Most of the following concerns the default behavior, that is, what people see when they don’t go clicking around on the “prefer local metadata” screens–
As you can imagine there are a ton of little exceptions. For fields that contain release specific information (upc, asin, country, catalog#, label), we are planning to start trusting local tags over our own sources by default, since when that (statistically rare) data is present, it seems to be cleaner and more reliable than what our automatic systems can discern.
Track credits are also a special case. We don’t choose the whole local/remote list as a unit (this is almost what we were doing up until this week’s build, except we were considering negative information from our providers to still count as “having data” if the track was identified by one of them–no good).
We also don’t merge the track credits list entry-by-entry because misspellings (or near misses) create noisy duplicates everywhere. We tried this kind of merging in an earlier version of the product, and it was detrimental to the overall experience.
Also, credits from tags are by nature “crippled” since they are strings, not identifiers, so we can’t unambiguously match them up in cases where two people with the same name exist in your library, so when we can get data with proper identifiers, we prefer to use it.
So the way we merge track credits from local/provider data is on a category-by-category basis:
If your local data provides composers, and our provider doesn’t, we use local composers, else provider.
If your local data provides main performers, and our provider doesn’t, we use local main performers, else provider.
(We don’t currently extract other credit types from tags, but CONDUCTOR and ENSEMBLE are obvious candidates that we will add soon.)
Once we make a category-by-category decision, the list is stitched back together, and that’s what you see in the app.

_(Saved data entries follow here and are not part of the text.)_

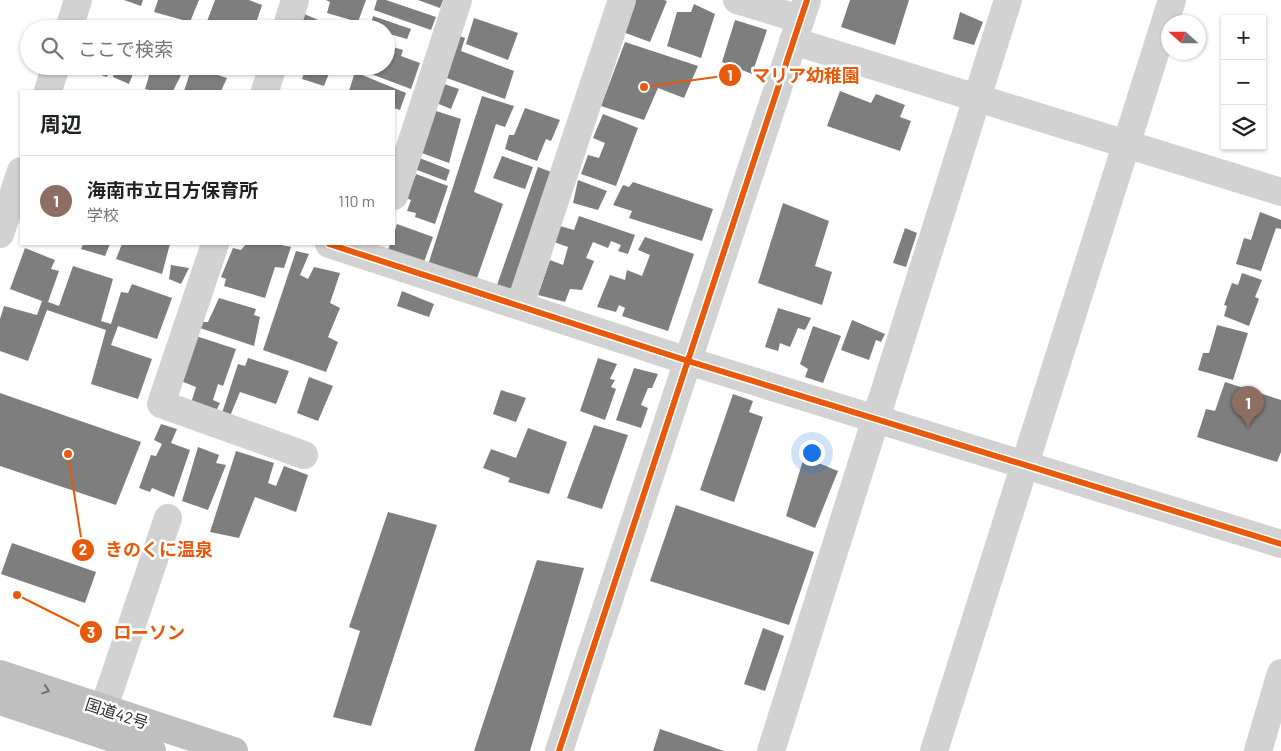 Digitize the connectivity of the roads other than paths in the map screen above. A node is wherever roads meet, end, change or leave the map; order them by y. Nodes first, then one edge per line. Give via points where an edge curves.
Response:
1 (78, 0) edge
2 (295, 0) edge
3 (458, 0) edge
4 (622, 0) edge
5 (737, 0) edge
6 (1008, 0) edge
7 (1172, 0) edge
8 (72, 20) edge
9 (289, 20) edge
10 (800, 20) edge
11 (53, 75) edge
12 (270, 75) edge
13 (48, 90) edge
14 (265, 90) edge
15 (977, 98) junction
16 (1126, 144) junction
17 (20, 174) edge
18 (1281, 192) edge
19 (395, 193) edge
20 (0, 234) edge
21 (215, 245) edge
22 (336, 245) edge
23 (376, 251) edge
24 (520, 305) junction
25 (688, 361) junction
26 (876, 419) junction
27 (304, 455) dead end
28 (1024, 465) junction
29 (168, 518) dead end
30 (1281, 544) edge
31 (1281, 673) edge
32 (0, 674) edge
33 (0, 701) edge
34 (100, 721) junction
35 (152, 751) edge
36 (234, 751) edge
37 (559, 751) edge
38 (771, 751) edge
39 (934, 751) edge
40 (1258, 751) edge

1 - 8 street
2 - 9 street
3 - 19 street
4 - 24 street
5 - 10 street
6 - 15 street
7 - 16 street
10 - 15 street
10 - 25 street
11 - 13 street
12 - 14 street
15 - 16 street
15 - 26 street
16 - 18 street
16 - 28 street
17 - 20 street
21 - 27 street via 160,404
22 - 23 street
23 - 24 street
24 - 25 street
25 - 26 street
25 - 37 street
26 - 28 street
26 - 38 street
28 - 30 street
28 - 39 street
29 - 34 street
31 - 40 street
32 -> 34 highway, 国道42号
33 - 34 highway, 国道42号
34 - 35 highway, 国道42号
34 - 36 highway, 国道42号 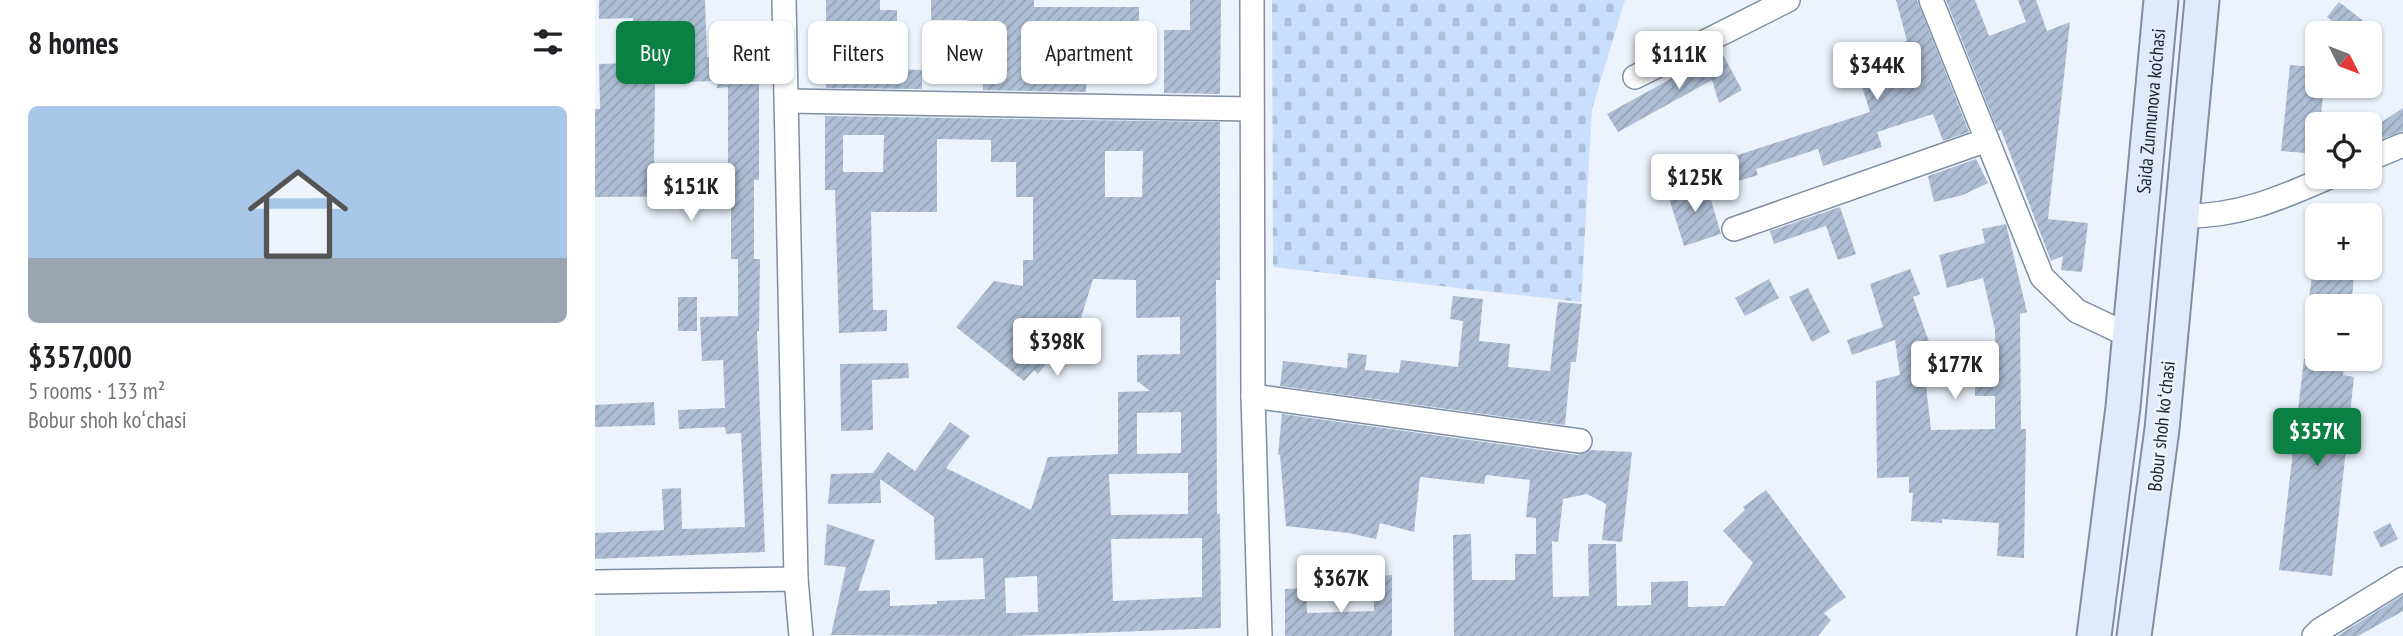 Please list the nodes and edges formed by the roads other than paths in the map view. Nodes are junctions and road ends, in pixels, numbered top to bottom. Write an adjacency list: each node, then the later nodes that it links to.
1 (784, 0): 8 (street)
2 (1252, 0): 9 (street)
3 (1788, 0): 7 (street)
4 (1931, 0): 10 (street)
5 (2160, 9): 6 (main road); 15 (main road, Saida Zunnunova ko'chasi)
6 (2201, 12): 14 (main road, Saida Zunnunova ko'chasi)
7 (1635, 77)
8 (788, 101): 9 (street); 20 (street)
9 (1252, 110): 18 (street)
10 (1987, 140): 16 (street); 17 (street)
11 (2403, 145): 12 (street)
12 (2382, 154)
13 (2305, 186): 14 (street)
14 (2182, 216): 26 (main road, Bobur shoh koʻchasi)
15 (2141, 221): 17 (main road, Bobur shoh koʻchasi)
16 (1734, 229)
17 (2130, 336): 25 (main road, Bobur shoh koʻchasi)
18 (1253, 396): 19 (street); 24 (street)
19 (1580, 441)
20 (796, 579): 22 (street); 23 (street)
21 (2403, 579): 27 (street)
22 (595, 582)
23 (801, 636)
24 (1260, 636)
25 (2094, 636)
26 (2134, 636)
27 (2314, 636) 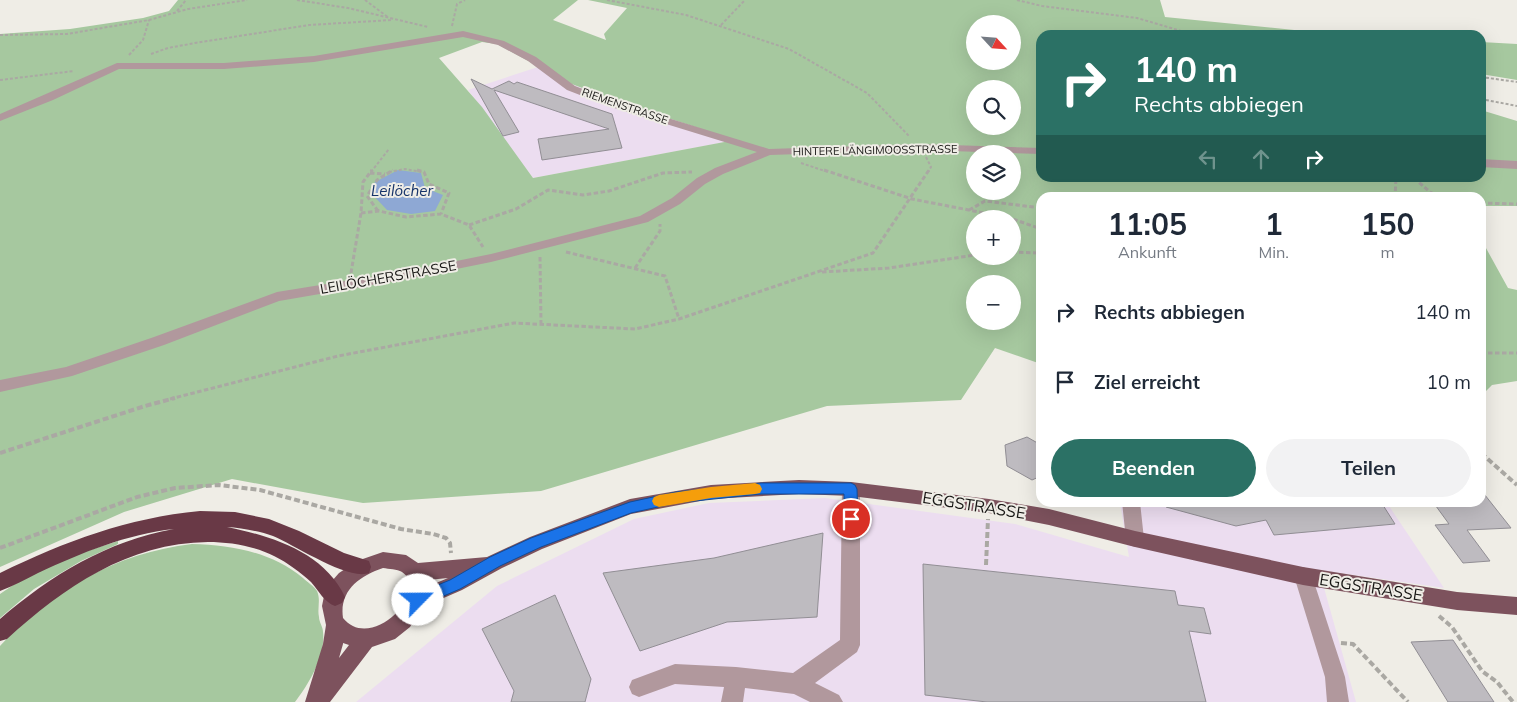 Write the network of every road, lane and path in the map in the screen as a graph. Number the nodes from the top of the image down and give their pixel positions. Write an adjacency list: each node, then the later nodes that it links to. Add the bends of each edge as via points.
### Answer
1 (186, 0): 9 (path)
2 (247, 0): 9 (path)
3 (297, 0): 11 (path, via 348,8)
4 (365, 0): 11 (path)
5 (466, 0): 14 (path, via 457,4)
6 (607, 0): 12 (path)
7 (744, 0): 12 (path)
8 (1017, 0): 13 (path, via 1137,18)
9 (176, 12): 10 (path)
10 (149, 20): 15 (path, via 67,34); 17 (path, via 140,47)
11 (392, 20): 16 (path, via 309,25 195,43)
12 (721, 25): 25 (path, via 789,49 867,93)
13 (1177, 30)
14 (451, 32)
15 (0, 35)
16 (151, 54)
17 (117, 66): 24 (street); 28 (street, RIEMENSTRASSE, via 224,66 314,59 463,34 501,43 532,59 571,88 615,105)
18 (78, 70): 20 (path)
19 (1486, 78): 21 (path)
20 (0, 80)
21 (1517, 82)
22 (1486, 101): 23 (path)
23 (1517, 106)
24 (0, 118)
25 (921, 147): 27 (street, HINTERE LÄNGIMOOSSTRASSE); 28 (street, HINTERE LÄNGIMOOSSTRASSE); 36 (path, via 931,167)
26 (389, 149): 32 (path)
27 (1036, 151)
28 (768, 152): 31 (street, LEILÖCHERSTRASSE); 36 (path)
29 (1486, 163): 30 (street)
30 (1517, 165)
31 (719, 171): 42 (street, LEILÖCHERSTRASSE); 46 (path, via 663,173 609,191 583,195 548,190 516,209)
32 (370, 173): 33 (path); 43 (path, via 363,182)
33 (385, 174): 41 (path, via 373,182 367,196); 44 (path, via 396,168 424,172 429,184 449,194)
34 (1419, 182): 35 (path)
35 (1430, 192)
36 (912, 199): 40 (path); 54 (path, via 873,253)
37 (1486, 203): 38 (path)
38 (1517, 204)
39 (1036, 207): 40 (path, via 985,201)
40 (969, 210)
41 (379, 211): 43 (path); 44 (path, via 406,217)
42 (660, 211): 48 (street, LEILÖCHERSTRASSE, via 644,219); 53 (path, via 660,231)
43 (360, 213): 55 (path)
44 (441, 214): 46 (path)
45 (1021, 222): 47 (path)
46 (468, 225): 52 (path)
47 (1036, 226)
48 (540, 246): 52 (street, LEILÖCHERSTRASSE); 53 (path); 57 (path)
49 (1021, 252): 50 (path)
50 (1036, 253)
51 (966, 256): 54 (path, via 889,268)
52 (491, 258): 55 (street, LEILÖCHERSTRASSE, via 407,276)
53 (635, 268): 56 (path, via 665,276)
54 (817, 272): 56 (path)
55 (349, 284): 60 (street, LEILÖCHERSTRASSE, via 277,297 67,372)
56 (679, 319): 57 (path, via 635,329)
57 (542, 324): 61 (path, via 514,323 338,356 145,406)
58 (1486, 352): 59 (path)
59 (1517, 353)
60 (0, 386)
61 (0, 453)
62 (1486, 457): 63 (path)
63 (1517, 484)
64 (851, 489): 65 (main road, EGGSTRASSE); 68 (main road, EGGSTRASSE, via 761,488 676,497 630,507); 83 (street, via 850,645)
65 (989, 506): 67 (main road, EGGSTRASSE); 69 (path)
66 (1132, 507): 67 (street)
67 (1135, 539): 72 (main road, EGGSTRASSE)
68 (495, 562): 71 (main road, EGGSTRASSE, via 453,570); 75 (main road, EGGSTRASSE)
69 (986, 565)
70 (362, 567): 71 (main road, via 393,560 403,562); 73 (highway, via 330,557 304,541 267,526 206,519 165,522 94,541); 74 (main road, via 345,580)
71 (416, 572): 75 (main road, via 420,585)
72 (1303, 576): 76 (main road, EGGSTRASSE, via 1430,597); 81 (street)
73 (0, 582)
74 (334, 597): 78 (main road, via 332,616); 79 (highway, via 312,568 279,548 232,535 184,535 148,542 91,565 34,602)
75 (418, 600): 80 (main road, via 398,626)
76 (1517, 606)
77 (1437, 613): 90 (path, via 1452,627 1482,671 1497,682)
78 (336, 625): 80 (main road, via 343,633); 85 (main road)
79 (0, 632)
80 (367, 638): 85 (main road)
81 (1323, 640): 88 (street, via 1335,677); 89 (path, via 1353,644)
82 (736, 677): 83 (street); 84 (street, via 675,674); 86 (street)
83 (796, 684): 87 (street)
84 (639, 687)
85 (316, 702)
86 (732, 702)
87 (832, 702)
88 (1338, 702)
89 (1408, 702)
90 (1513, 702) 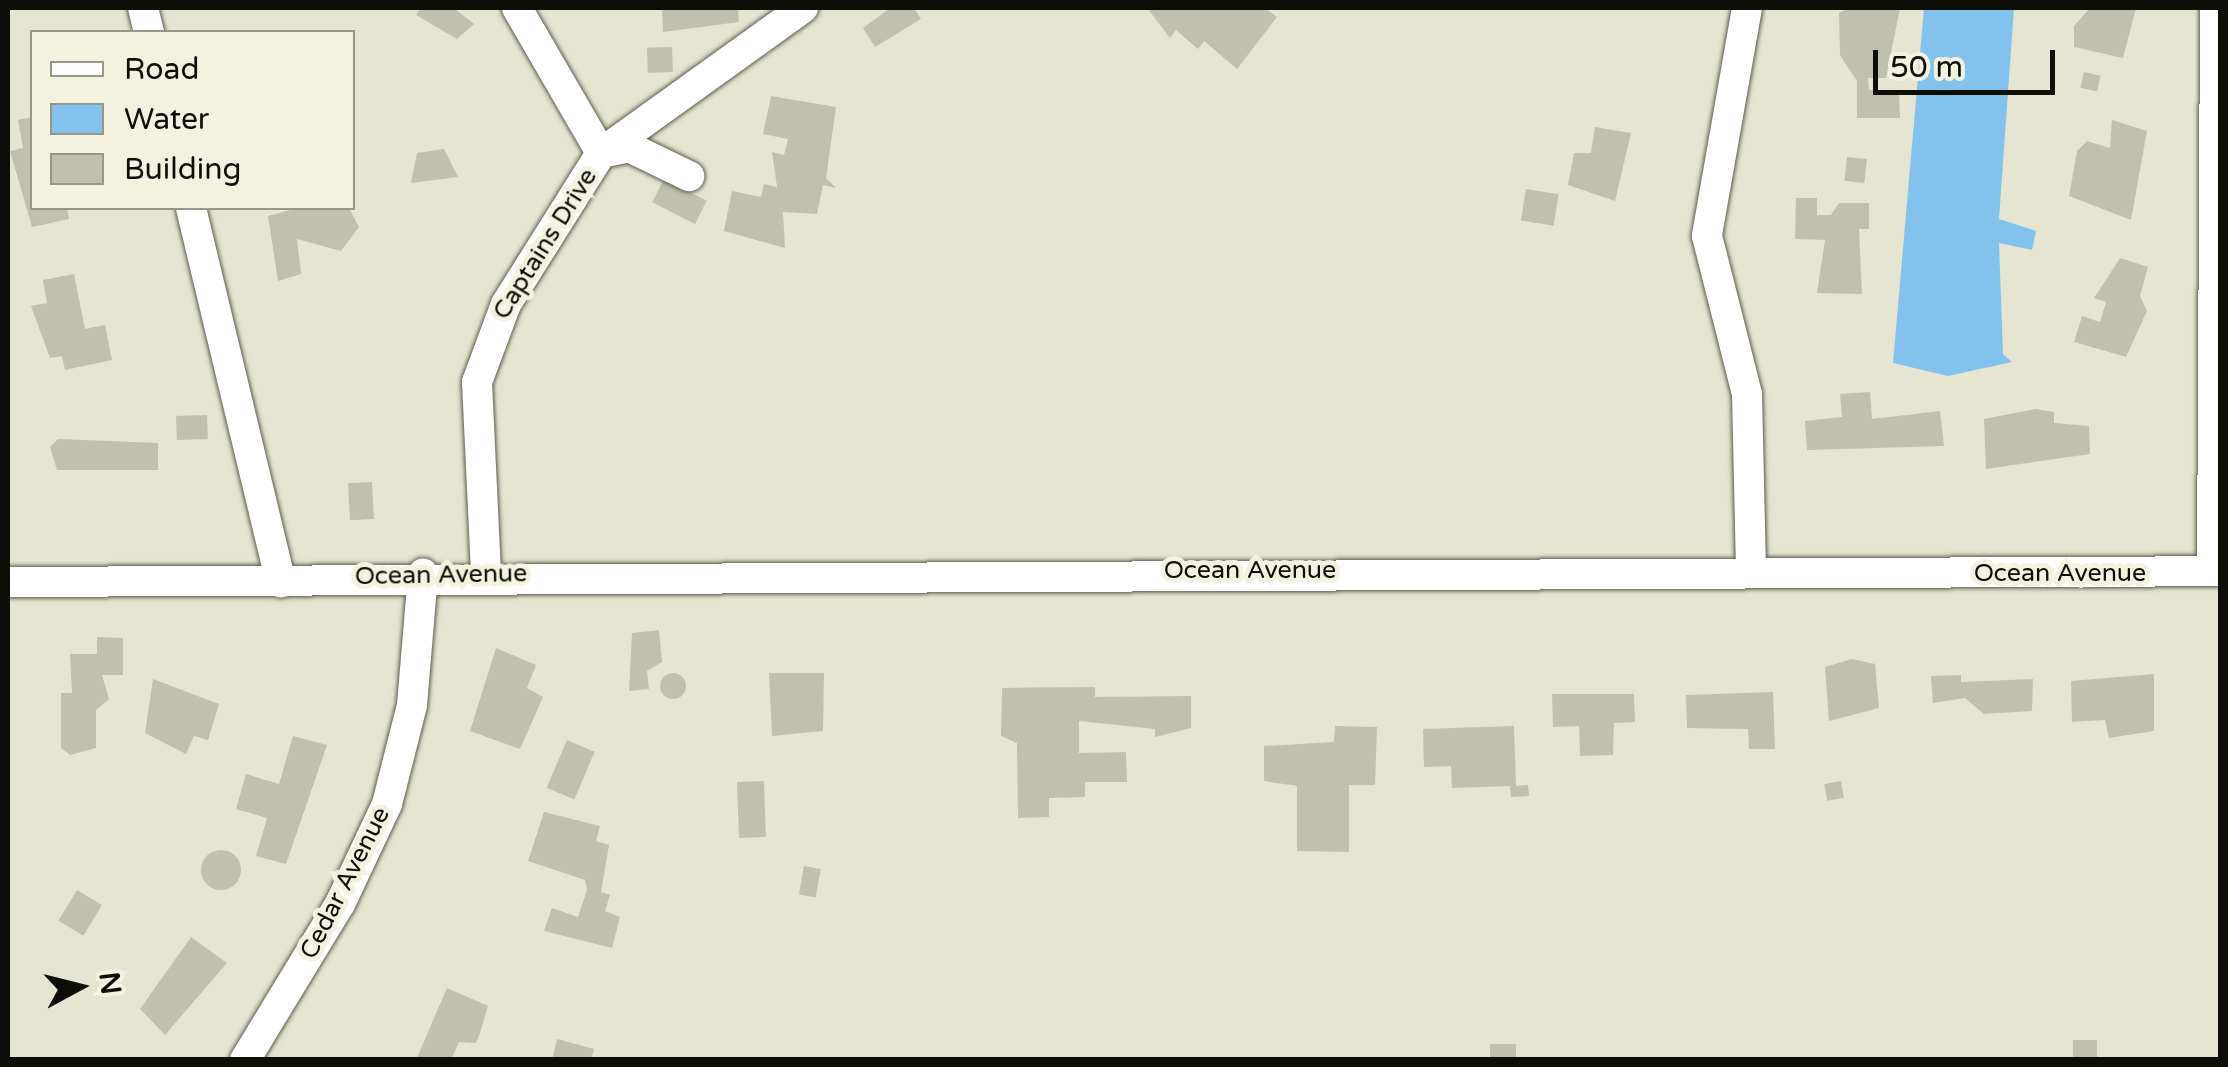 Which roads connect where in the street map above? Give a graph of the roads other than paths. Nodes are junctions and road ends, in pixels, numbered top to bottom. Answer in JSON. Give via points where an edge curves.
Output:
{"nodes":[{"id":1,"x":517,"y":8,"type":"edge"},
{"id":2,"x":803,"y":8,"type":"edge"},
{"id":3,"x":1747,"y":8,"type":"edge"},
{"id":4,"x":2216,"y":8,"type":"edge"},
{"id":5,"x":601,"y":152,"type":"junction"},
{"id":6,"x":689,"y":176,"type":"dead end"},
{"id":7,"x":191,"y":210,"type":"edge"},
{"id":8,"x":2216,"y":571,"type":"edge"},
{"id":9,"x":1750,"y":572,"type":"junction"},
{"id":10,"x":423,"y":573,"type":"junction"},
{"id":11,"x":486,"y":573,"type":"junction"},
{"id":12,"x":8,"y":582,"type":"edge"},
{"id":13,"x":280,"y":582,"type":"junction"},
{"id":14,"x":245,"y":1060,"type":"edge"}],
"edges":[{"from":1,"to":5,"type":"street","name":"Captains Drive"},
{"from":2,"to":5,"type":"street","name":"Captains Drive"},
{"from":3,"to":9,"type":"street","via":[[1707,236],[1747,394]]},
{"from":4,"to":8,"type":"street"},
{"from":5,"to":6,"type":"street","name":"Captains Drive","via":[[630,147]]},
{"from":5,"to":11,"type":"street","name":"Captains Drive","via":[[488,338],[476,382]]},
{"from":7,"to":13,"type":"street"},
{"from":8,"to":9,"type":"street","name":"Ocean Avenue"},
{"from":9,"to":11,"type":"street","name":"Ocean Avenue"},
{"from":10,"to":11,"type":"street","name":"Ocean Avenue"},
{"from":10,"to":13,"type":"street","name":"Ocean Avenue"},
{"from":10,"to":14,"type":"street","name":"Cedar Avenue","via":[[412,705],[387,804],[340,904]]},
{"from":12,"to":13,"type":"street","name":"Ocean Avenue"}]}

Currently, we classify remixing-related roles (when data comes to us from our providers) in the production category. The problem is–with our default merging behavior, you would only see the remix guy in cases where there are no other production credits coming from our provider. It seems strange to lump REMIXED BY in with “Script Supervisor” or “Cover Art”.
What category do you think REMIXED BY goes in?
I can see an argument for categorizing them as composer or performer. Production seems wrong to me. Maybe there’s a case for making a new category solely for remixers…but the bar is pretty high for doing that, and I’m not completely convinced (yet) that remixers are “special enough” to justify dedicated handling everywhere.